When I opened my eyes into the searing pain of consciousness, white-hot knives of agony drew my total focus to the leg I could not see, folded somewhere beneath me. My left arm was jammed into the spoke of the steering wheel, and my other arm lay neatly in my lap.

I lifted my head from my chest. Confused and lost in the black of the night, I found it difficult to orient myself. Gradually, I understood that the car was tilted sideways, tipping me slightly toward the driver's side door, which was ajar and hanging down into tall, thick grass. The menacing, eerie shadows that frightened me further, I realized, were caused by the dying dome light, triggered by the open door. My focus improved, and I saw a tiny pale light shining at me from the ground outside the car, the reflection of the moon. It took me a few more seconds to realize the reflection came not from soggy ground but from the slowly rising tide, weaving into the grasses of the marsh, now almost up to the car's floorboard.

I was trapped. My first reaction was to push away from the steering wheel. I screamed at a new burst of torment and fell back against the seat.

Slowly, I pieced more of it together, the fragments of memory that I could find. I looked for the others.
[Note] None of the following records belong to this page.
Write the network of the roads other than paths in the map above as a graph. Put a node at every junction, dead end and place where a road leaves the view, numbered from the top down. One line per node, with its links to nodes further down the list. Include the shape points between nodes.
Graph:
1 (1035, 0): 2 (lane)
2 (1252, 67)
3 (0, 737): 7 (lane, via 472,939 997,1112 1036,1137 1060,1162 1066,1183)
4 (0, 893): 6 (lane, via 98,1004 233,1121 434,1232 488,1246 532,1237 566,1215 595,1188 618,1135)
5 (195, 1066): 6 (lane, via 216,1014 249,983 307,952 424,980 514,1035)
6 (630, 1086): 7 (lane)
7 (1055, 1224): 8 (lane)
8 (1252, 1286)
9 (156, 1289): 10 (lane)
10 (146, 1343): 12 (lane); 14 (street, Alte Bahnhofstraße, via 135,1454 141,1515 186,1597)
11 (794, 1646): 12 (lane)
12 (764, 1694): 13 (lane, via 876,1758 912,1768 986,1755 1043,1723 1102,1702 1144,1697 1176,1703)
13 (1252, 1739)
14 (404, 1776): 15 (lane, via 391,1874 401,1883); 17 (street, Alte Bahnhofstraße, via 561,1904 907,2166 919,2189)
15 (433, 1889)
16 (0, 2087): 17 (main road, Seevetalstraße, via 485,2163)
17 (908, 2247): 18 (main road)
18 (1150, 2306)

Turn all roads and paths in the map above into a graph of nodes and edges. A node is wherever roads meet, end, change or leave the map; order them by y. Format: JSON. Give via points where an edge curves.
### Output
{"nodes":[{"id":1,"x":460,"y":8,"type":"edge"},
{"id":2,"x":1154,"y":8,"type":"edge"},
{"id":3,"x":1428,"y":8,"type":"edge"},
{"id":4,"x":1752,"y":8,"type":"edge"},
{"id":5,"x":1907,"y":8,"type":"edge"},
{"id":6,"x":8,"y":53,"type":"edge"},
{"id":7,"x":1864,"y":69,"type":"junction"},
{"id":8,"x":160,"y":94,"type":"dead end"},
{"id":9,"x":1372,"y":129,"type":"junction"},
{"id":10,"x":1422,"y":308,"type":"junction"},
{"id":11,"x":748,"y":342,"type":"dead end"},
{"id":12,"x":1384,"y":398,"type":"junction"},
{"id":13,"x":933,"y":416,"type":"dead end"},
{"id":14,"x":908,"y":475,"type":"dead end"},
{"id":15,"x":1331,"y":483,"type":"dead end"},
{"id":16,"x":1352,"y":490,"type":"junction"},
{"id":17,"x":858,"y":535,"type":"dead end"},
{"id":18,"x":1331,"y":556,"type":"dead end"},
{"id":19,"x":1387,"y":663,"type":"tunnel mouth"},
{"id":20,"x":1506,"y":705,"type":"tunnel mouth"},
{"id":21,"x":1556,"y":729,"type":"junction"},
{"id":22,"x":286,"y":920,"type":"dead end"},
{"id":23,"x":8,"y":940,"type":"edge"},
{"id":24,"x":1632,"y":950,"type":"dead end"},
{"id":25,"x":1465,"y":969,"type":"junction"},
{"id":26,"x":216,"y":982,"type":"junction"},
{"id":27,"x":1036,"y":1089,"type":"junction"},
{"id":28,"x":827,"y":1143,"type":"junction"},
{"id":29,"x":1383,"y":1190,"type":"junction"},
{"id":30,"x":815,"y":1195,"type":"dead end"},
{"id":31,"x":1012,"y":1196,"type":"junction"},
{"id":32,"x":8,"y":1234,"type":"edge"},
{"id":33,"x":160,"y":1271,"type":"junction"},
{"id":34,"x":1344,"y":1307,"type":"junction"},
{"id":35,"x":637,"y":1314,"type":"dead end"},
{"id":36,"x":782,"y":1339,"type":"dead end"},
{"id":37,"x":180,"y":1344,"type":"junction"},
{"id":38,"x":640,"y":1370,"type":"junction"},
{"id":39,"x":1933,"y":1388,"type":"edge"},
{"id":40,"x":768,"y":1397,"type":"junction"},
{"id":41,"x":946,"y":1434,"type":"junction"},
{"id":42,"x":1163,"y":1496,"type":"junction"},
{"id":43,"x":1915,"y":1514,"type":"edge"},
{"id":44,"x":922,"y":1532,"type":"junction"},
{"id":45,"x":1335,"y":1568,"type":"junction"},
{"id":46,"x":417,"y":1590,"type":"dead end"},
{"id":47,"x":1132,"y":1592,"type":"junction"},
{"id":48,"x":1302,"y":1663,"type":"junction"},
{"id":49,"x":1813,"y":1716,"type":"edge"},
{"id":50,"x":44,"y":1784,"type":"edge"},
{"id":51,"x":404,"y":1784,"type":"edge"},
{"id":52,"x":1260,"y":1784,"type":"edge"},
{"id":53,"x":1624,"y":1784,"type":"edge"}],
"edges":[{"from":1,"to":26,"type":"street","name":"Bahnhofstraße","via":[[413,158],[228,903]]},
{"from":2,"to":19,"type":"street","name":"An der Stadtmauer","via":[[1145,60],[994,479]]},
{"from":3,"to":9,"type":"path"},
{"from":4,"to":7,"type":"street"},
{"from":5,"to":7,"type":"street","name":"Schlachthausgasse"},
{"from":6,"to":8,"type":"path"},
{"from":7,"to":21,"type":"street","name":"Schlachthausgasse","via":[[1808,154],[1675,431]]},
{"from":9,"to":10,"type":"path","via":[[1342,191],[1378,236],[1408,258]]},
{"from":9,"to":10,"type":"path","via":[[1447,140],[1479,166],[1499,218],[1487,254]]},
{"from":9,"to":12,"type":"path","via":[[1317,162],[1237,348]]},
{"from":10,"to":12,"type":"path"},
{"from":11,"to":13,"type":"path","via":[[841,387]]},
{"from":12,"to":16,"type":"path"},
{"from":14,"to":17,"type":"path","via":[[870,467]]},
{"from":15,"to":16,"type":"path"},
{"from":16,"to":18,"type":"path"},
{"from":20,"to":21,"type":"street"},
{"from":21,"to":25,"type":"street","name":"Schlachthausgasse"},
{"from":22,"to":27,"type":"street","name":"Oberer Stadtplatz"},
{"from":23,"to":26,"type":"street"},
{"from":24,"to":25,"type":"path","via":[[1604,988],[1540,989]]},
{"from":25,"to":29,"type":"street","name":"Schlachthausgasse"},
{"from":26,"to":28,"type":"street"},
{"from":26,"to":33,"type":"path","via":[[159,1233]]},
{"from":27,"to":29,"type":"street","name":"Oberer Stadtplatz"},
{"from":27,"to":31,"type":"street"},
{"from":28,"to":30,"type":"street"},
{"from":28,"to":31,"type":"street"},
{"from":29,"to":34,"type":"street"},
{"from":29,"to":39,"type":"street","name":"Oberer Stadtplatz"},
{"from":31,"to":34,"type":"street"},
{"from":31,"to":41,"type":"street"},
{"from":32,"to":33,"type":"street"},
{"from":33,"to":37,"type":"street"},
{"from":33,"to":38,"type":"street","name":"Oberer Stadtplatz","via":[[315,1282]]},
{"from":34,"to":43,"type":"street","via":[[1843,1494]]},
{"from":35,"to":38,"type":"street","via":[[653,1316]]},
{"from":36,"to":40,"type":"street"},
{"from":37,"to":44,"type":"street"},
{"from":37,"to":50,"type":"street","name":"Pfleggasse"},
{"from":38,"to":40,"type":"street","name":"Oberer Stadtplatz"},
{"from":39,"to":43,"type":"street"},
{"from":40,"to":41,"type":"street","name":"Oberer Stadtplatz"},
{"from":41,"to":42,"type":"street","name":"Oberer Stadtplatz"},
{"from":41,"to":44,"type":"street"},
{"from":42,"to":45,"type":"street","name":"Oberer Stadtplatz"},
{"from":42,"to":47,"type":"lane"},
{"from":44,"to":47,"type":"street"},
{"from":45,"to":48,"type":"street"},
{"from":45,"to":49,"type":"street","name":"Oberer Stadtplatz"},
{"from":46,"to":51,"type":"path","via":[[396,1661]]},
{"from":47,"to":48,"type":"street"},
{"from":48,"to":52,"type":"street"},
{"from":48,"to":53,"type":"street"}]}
We'd been traveling to Charleston, coming into town from Highway 17.

I was not alone in the front of the car. On the opposite side, against the passenger door, was my cousin Pendleton, motionless, unmarked.

Claire? Claire!

With all the strength and resolve that I could muster, I strained to turn my head to look over my right shoulder. Even that slight movement took its toll, and shards of pain detonated along my leg, roiling over me in waves.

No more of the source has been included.